- _ASSIGNMENT_
Which lines below include "Extract"? Copy them all.

Stored data entries:
══════════════════════════════

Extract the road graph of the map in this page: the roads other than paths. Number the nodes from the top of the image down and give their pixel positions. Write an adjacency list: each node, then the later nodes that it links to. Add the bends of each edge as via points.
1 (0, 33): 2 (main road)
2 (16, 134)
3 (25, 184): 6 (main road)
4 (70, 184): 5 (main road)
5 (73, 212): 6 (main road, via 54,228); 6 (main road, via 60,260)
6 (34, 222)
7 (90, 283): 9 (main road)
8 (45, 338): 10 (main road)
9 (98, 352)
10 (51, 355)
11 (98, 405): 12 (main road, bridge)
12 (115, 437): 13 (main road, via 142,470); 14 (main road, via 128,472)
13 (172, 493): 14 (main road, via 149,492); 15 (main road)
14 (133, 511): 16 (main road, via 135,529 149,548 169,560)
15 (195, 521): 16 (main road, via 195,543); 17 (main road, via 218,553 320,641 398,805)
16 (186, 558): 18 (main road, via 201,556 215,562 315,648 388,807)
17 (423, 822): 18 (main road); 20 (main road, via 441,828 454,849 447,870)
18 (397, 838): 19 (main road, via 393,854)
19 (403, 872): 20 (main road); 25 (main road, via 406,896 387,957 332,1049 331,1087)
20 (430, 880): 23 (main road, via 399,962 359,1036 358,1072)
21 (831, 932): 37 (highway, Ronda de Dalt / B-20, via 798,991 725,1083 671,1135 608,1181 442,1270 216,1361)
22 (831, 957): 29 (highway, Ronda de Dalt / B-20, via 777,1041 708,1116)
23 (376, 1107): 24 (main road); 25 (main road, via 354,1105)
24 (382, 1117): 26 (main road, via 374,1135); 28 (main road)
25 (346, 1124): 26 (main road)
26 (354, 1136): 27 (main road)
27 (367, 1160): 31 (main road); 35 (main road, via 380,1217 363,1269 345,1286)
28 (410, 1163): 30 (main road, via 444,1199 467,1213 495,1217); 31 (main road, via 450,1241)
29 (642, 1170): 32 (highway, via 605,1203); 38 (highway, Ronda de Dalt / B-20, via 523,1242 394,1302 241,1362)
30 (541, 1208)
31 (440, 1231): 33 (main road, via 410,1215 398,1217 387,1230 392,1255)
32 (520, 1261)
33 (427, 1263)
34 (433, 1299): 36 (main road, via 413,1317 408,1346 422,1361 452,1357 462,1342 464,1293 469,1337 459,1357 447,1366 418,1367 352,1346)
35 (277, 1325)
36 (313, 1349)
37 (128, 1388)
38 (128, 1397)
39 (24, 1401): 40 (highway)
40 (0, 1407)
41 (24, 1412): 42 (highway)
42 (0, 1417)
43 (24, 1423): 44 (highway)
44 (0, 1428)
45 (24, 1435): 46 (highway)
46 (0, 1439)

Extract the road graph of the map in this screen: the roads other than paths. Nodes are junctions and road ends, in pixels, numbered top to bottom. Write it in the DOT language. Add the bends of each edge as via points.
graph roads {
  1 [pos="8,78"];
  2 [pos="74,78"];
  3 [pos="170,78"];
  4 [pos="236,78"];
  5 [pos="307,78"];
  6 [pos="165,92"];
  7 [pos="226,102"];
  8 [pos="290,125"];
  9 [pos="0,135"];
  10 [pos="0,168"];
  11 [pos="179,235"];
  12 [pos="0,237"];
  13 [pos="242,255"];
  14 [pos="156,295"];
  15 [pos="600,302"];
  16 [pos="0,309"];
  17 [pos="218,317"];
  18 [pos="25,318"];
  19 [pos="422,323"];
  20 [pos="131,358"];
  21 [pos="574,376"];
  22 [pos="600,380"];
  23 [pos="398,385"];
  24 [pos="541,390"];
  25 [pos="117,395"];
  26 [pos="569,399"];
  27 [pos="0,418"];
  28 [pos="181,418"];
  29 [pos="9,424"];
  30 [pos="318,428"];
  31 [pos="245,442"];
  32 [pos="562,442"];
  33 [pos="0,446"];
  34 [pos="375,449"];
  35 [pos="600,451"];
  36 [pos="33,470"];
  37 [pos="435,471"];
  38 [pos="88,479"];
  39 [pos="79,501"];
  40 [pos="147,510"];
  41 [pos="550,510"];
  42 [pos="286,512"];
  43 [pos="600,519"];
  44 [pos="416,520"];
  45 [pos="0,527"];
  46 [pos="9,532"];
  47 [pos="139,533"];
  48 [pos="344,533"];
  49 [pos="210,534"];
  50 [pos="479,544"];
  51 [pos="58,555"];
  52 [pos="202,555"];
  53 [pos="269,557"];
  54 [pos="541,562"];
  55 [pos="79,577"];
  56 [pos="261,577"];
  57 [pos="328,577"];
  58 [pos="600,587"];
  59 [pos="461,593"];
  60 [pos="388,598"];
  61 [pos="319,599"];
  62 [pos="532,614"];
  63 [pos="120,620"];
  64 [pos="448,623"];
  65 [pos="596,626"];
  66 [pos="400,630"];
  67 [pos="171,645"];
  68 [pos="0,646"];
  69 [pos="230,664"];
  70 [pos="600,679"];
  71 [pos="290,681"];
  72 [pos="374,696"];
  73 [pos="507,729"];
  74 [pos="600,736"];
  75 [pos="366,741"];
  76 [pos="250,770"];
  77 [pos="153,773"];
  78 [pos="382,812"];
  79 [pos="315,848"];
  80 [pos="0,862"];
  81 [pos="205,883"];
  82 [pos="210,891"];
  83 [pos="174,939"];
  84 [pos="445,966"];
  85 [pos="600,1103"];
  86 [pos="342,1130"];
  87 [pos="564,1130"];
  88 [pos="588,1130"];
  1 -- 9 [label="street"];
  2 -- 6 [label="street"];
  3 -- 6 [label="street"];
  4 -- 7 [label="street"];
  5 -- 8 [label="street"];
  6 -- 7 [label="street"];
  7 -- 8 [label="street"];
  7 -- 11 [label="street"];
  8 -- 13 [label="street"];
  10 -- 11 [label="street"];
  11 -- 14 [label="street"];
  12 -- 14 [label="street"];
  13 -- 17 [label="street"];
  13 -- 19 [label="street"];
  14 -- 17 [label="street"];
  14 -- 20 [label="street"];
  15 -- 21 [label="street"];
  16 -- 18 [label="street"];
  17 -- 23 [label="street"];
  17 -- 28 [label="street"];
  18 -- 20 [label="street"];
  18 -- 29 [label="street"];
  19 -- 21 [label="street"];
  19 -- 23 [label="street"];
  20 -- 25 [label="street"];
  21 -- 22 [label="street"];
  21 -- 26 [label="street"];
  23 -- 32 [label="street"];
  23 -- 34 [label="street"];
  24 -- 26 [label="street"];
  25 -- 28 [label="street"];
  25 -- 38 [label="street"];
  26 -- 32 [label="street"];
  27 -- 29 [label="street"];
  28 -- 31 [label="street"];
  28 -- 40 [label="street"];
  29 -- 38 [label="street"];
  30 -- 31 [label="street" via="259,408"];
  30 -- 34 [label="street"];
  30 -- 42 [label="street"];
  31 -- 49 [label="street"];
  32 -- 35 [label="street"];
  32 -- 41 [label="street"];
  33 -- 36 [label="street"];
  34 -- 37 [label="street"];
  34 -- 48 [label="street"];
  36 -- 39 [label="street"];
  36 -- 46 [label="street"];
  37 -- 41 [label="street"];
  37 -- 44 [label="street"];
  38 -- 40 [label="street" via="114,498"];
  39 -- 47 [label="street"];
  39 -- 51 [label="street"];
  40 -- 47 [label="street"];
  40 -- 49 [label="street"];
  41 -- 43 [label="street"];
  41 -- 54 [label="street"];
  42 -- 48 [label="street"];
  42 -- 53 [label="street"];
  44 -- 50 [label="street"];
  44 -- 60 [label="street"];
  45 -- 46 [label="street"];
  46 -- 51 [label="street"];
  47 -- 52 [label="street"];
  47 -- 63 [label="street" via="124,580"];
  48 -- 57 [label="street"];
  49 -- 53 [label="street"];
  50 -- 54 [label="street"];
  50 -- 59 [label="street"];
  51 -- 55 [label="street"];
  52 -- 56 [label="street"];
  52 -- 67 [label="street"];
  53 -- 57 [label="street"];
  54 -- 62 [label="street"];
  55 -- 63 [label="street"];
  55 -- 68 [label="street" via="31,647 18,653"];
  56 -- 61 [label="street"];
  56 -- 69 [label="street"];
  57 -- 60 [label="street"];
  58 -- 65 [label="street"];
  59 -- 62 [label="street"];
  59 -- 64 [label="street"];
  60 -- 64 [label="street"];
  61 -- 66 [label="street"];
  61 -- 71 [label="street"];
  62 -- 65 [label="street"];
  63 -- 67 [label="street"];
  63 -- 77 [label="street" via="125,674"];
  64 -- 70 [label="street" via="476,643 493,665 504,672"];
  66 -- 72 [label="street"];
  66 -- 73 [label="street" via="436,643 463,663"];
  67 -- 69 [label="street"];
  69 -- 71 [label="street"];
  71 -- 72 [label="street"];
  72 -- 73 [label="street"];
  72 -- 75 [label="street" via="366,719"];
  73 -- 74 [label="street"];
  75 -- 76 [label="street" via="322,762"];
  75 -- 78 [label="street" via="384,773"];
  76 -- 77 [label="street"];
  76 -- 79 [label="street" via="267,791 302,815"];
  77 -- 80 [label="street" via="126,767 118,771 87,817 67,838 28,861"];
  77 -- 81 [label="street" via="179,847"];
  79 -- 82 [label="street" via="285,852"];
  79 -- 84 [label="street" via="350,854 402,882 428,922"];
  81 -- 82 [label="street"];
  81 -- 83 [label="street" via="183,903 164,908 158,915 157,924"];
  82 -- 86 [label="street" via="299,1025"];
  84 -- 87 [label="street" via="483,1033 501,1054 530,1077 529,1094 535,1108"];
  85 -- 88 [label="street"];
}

══════════════════════════════

- _RESPONSE TO THE EXERCISE_
Extract the road graph of the map in this page: the roads other than paths. Number the nodes from the top of the image down and give their pixel positions. Write an adjacency list: each node, then the later nodes that it links to. Add the bends of each edge as via points.
Extract the road graph of the map in this screen: the roads other than paths. Nodes are junctions and road ends, in pixels, numbered top to bottom. Write it in the DOT language. Add the bends of each edge as via points.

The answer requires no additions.